No longer, My Book

I’ve long under­stood, but was remind­ed tonight, that there are prod­ucts designed with respect for the user, and those with mis­trust and maybe even con­tempt. Until tonight, I had­n’t expe­ri­enced any prob­lems with my, admit­ted­ly aging, 250 GB West­ern Dig­i­tal My Book Pre­mi­um USB hard drive.

After over four years of ade­quate ser­vice, the My Book final­ly stopped work­ing. It would click instead of audi­bly spin­ning up, and that it would­n’t show in dmesg at all when plugged in sug­gest­ed that the prob­lem was like­ly the enclo­sure, not the disk inside.

I was right, but could­n’t be sure about this until tear­ing the case open and extract­ing the disk, a sim­ple 3.5″ SATA. Tear­ing isn’t exact­ly the right word; I was care­ful and did­n’t break any­thing while half-following these instruc­tions, but I had to put con­sid­er­able amounts of force into a few of the steps. Case in point: screws tight­ened by pro­duc­tion line robots, so much so that only robots can eas­i­ly unscrew them, suck.

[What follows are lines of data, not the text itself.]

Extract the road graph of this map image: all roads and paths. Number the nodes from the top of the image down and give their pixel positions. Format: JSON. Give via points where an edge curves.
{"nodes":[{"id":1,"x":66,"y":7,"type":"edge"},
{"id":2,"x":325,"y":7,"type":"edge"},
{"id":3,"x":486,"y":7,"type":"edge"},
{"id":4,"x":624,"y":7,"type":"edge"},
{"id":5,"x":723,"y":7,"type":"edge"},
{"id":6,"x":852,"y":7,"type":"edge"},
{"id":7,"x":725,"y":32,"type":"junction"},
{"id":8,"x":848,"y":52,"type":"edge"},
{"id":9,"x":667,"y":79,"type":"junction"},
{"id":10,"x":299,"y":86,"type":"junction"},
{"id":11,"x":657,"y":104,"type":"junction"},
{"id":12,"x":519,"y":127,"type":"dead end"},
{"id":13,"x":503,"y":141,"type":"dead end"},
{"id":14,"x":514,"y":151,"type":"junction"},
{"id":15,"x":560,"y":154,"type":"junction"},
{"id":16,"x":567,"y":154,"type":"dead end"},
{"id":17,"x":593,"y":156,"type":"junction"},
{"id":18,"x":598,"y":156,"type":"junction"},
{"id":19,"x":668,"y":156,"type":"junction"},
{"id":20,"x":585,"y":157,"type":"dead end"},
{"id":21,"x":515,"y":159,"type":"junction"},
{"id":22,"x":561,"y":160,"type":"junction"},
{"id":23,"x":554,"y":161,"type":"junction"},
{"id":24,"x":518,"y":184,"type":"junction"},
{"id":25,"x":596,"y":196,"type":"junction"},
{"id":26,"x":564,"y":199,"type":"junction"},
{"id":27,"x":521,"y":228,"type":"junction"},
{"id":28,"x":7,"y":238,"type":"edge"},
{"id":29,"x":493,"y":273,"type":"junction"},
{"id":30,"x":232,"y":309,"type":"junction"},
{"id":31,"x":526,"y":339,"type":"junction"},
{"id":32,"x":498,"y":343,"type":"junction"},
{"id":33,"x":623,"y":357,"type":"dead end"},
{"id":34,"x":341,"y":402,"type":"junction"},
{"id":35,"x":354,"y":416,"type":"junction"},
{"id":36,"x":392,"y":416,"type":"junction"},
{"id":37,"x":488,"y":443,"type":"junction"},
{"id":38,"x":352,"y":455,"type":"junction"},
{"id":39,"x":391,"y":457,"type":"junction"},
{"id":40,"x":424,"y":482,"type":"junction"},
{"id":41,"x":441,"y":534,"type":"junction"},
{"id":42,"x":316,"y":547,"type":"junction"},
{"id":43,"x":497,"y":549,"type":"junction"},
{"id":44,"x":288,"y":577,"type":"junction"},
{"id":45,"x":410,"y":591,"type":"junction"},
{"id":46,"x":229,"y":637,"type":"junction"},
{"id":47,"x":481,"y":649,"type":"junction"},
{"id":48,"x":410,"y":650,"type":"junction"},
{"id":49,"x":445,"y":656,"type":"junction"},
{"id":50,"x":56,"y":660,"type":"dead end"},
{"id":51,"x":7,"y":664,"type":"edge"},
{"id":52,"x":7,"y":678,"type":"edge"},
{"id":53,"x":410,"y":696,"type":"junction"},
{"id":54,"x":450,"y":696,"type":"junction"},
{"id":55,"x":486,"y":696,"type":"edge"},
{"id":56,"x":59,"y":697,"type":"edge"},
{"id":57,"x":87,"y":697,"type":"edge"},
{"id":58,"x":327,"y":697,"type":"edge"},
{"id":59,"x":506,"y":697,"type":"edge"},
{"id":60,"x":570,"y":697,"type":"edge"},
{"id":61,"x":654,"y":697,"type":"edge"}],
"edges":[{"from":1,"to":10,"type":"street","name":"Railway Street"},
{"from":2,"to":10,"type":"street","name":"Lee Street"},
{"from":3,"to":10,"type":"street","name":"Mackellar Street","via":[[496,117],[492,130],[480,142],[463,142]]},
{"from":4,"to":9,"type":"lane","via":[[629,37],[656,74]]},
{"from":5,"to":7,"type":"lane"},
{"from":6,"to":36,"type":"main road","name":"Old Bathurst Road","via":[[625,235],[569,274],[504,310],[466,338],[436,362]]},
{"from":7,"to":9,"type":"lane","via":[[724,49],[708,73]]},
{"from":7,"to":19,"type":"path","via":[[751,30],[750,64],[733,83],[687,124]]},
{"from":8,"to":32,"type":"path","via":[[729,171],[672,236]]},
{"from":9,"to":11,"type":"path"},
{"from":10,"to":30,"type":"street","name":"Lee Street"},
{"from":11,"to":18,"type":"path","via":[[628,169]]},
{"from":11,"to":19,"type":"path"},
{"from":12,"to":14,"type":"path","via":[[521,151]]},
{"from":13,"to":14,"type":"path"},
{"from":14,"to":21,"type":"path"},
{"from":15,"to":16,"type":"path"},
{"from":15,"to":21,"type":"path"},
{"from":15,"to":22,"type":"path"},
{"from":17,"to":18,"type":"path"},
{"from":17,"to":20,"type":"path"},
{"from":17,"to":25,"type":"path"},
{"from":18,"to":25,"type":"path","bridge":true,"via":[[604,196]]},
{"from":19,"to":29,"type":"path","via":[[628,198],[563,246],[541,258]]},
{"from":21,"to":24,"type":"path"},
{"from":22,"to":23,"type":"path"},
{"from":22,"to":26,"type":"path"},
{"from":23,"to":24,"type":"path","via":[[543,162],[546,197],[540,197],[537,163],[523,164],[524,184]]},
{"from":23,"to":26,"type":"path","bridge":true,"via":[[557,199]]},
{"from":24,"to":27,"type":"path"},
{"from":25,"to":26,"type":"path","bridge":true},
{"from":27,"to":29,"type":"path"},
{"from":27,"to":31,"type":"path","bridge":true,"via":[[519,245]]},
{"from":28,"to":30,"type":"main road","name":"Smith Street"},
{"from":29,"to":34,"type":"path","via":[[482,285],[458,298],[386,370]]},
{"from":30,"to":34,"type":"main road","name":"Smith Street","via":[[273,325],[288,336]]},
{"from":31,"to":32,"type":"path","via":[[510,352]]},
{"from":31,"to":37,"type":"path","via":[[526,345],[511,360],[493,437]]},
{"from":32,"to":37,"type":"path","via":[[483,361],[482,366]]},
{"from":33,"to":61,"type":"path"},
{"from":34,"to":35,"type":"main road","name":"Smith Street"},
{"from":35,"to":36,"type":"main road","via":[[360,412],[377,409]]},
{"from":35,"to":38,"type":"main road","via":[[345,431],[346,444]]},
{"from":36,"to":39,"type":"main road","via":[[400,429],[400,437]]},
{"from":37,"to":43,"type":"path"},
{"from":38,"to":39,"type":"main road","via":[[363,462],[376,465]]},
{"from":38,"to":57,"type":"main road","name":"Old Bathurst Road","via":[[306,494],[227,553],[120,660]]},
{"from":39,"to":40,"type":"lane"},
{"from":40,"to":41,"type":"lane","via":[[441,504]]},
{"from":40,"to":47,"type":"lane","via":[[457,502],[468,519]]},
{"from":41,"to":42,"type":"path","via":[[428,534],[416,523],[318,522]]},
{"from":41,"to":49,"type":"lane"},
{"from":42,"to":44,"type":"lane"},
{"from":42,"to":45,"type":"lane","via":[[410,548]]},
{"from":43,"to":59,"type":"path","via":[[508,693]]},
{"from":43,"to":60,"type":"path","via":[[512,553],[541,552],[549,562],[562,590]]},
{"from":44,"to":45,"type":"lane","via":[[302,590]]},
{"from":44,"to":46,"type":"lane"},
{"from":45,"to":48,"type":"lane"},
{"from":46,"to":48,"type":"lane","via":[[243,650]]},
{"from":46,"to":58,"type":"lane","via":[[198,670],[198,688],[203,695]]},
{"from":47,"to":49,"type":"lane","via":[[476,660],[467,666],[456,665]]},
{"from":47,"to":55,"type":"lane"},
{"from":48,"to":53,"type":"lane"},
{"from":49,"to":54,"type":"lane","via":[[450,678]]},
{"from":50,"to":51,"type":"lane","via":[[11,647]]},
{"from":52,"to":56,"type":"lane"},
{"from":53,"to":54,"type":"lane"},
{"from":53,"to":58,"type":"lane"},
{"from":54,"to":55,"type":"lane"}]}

I removed the disk and placed it in anoth­er enclo­sure—the kind sold with­out a disk — I had handy. The process (or lack there­of) was lit­er­al­ly a joy com­pared to the fight­ing I had to do with the plas­tic My Book case. Sure, stand­alone hard dri­ve enclo­sures are designed for peo­ple who at least know enough to buy one of those and a 3.5″ SATA disk, not to men­tion that these things exist. It’s not brain surgery, but it’s also not the kind of thing you need to know to be a “com­put­er user” these days.

Of course, being such a user means shrug­ging your shoul­ders and los­ing data when only half of your prod­uct breaks.

The choice is yours, but unless you like headaches, I sug­gest not buy­ing dumb shit.